EXERCISE: What is needed is an exact copy of the data below, pictures excluded.
======== ENTRIES SHOWN ========
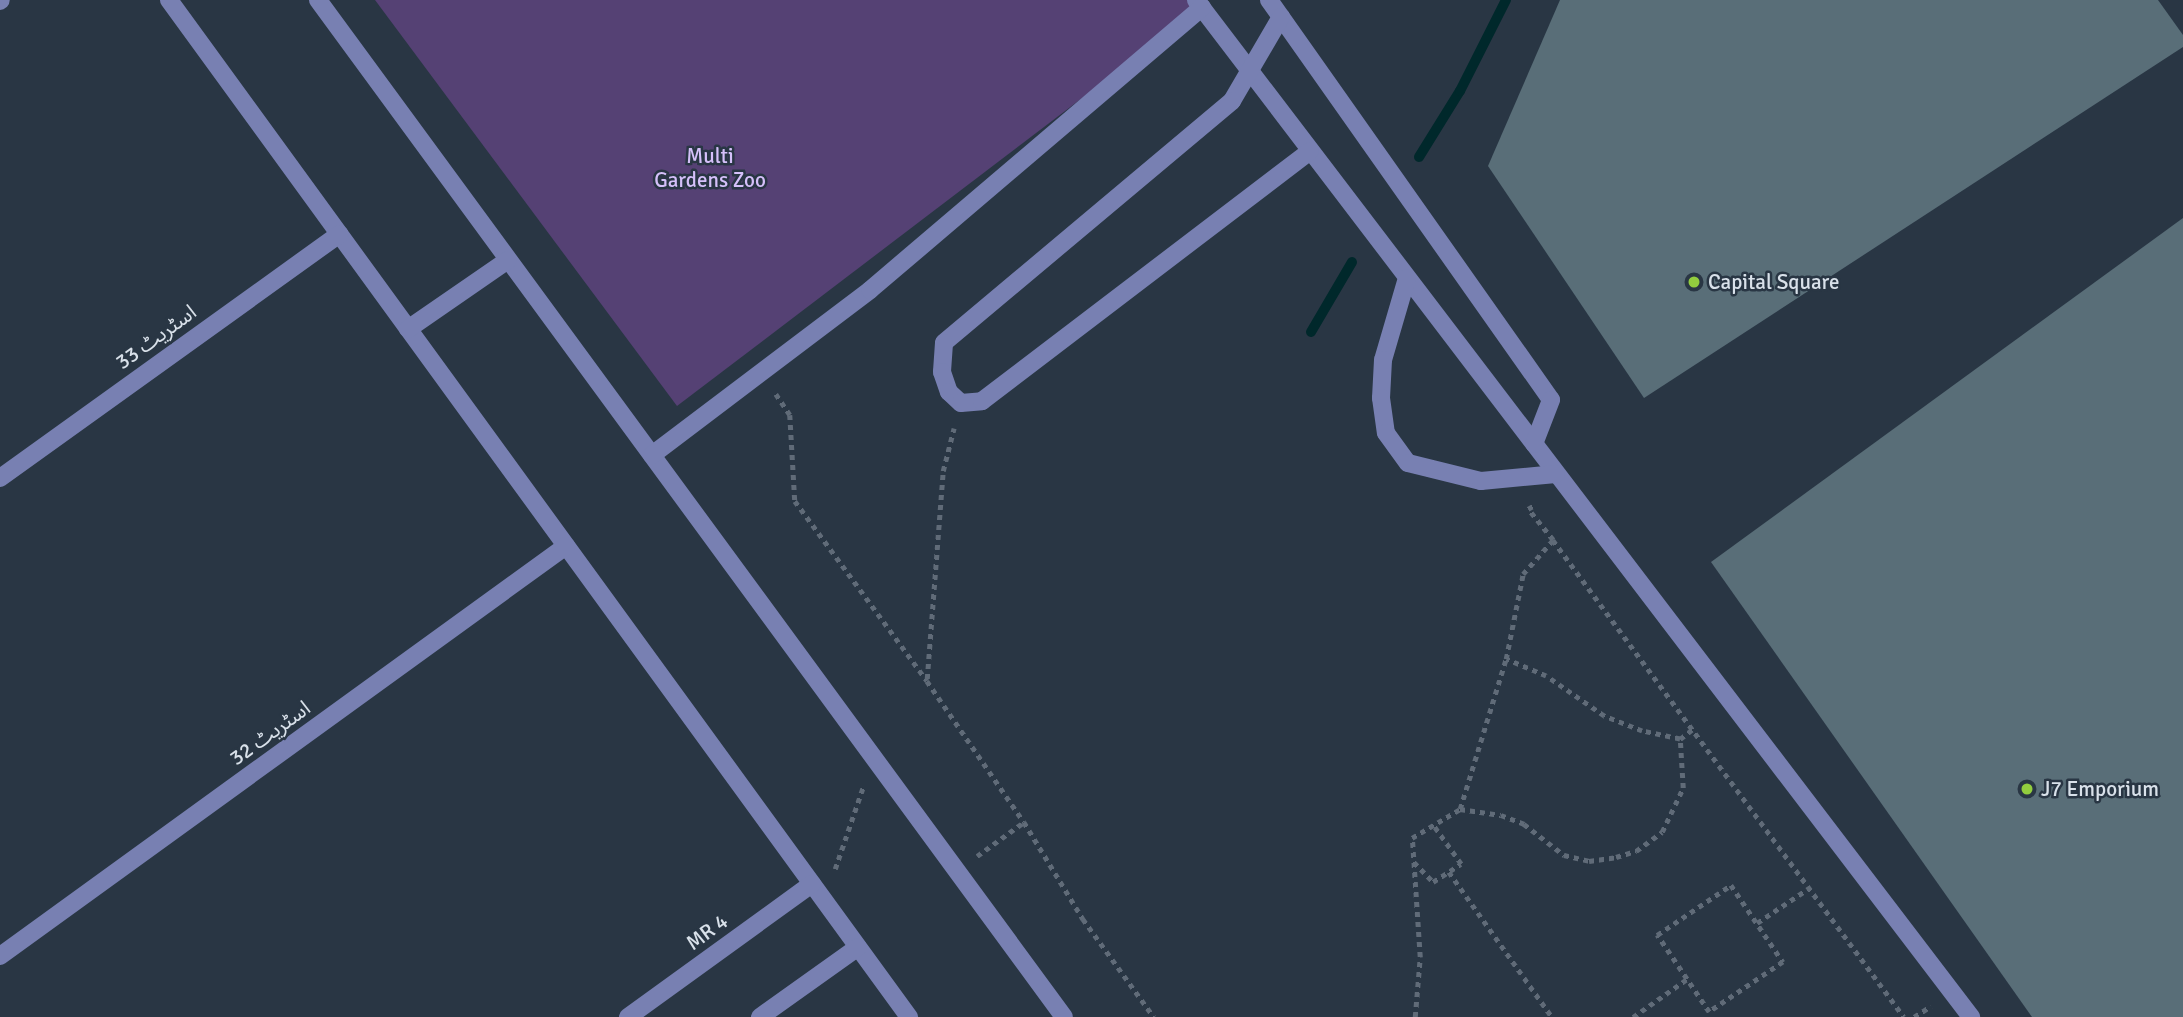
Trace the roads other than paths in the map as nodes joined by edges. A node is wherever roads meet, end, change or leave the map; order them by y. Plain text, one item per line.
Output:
1 (169, 0) edge
2 (318, 0) edge
3 (1269, 0) edge
4 (1199, 4) edge
5 (1281, 17) junction
6 (1254, 70) junction
7 (1310, 151) junction
8 (339, 234) junction
9 (508, 260) junction
10 (1407, 278) junction
11 (408, 329) junction
12 (1534, 444) junction
13 (652, 455) junction
14 (0, 478) edge
15 (1560, 479) junction
16 (566, 546) junction
17 (812, 884) junction
18 (858, 947) junction
19 (0, 956) edge
20 (628, 1017) edge
21 (760, 1017) edge
22 (909, 1017) edge
23 (1064, 1017) edge
24 (1971, 1017) edge

1 - 8 street
2 - 9 street
3 - 5 street
4 - 6 street
4 - 13 street
5 - 6 street
5 - 12 street
6 - 7 street
6 - 7 street
7 - 10 street
8 - 11 street
8 - 14 street, اسٹریٹ 33
9 - 11 street
9 - 13 street
10 - 12 street
10 - 15 street
11 - 16 street
12 - 15 street
13 - 23 street
15 - 24 street
16 - 17 street
16 - 19 street, اسٹریٹ 32
17 - 18 street
17 - 20 street, MR 4
18 - 21 street
18 - 22 street

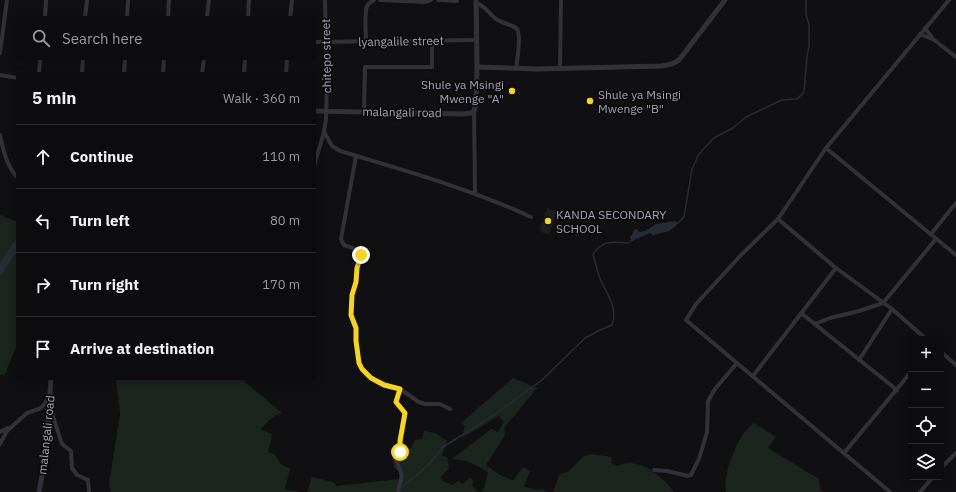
========
TASK ANSWER:
Trace the roads other than paths in the map as nodes joined by edges. A node is wherever roads meet, end, change or leave the map; order them by y. Plain text, one item per line.
Output:
1 (169, 0) edge
2 (318, 0) edge
3 (1269, 0) edge
4 (1199, 4) edge
5 (1281, 17) junction
6 (1254, 70) junction
7 (1310, 151) junction
8 (339, 234) junction
9 (508, 260) junction
10 (1407, 278) junction
11 (408, 329) junction
12 (1534, 444) junction
13 (652, 455) junction
14 (0, 478) edge
15 (1560, 479) junction
16 (566, 546) junction
17 (812, 884) junction
18 (858, 947) junction
19 (0, 956) edge
20 (628, 1017) edge
21 (760, 1017) edge
22 (909, 1017) edge
23 (1064, 1017) edge
24 (1971, 1017) edge

1 - 8 street
2 - 9 street
3 - 5 street
4 - 6 street
4 - 13 street
5 - 6 street
5 - 12 street
6 - 7 street
6 - 7 street
7 - 10 street
8 - 11 street
8 - 14 street, اسٹریٹ 33
9 - 11 street
9 - 13 street
10 - 12 street
10 - 15 street
11 - 16 street
12 - 15 street
13 - 23 street
15 - 24 street
16 - 17 street
16 - 19 street, اسٹریٹ 32
17 - 18 street
17 - 20 street, MR 4
18 - 21 street
18 - 22 street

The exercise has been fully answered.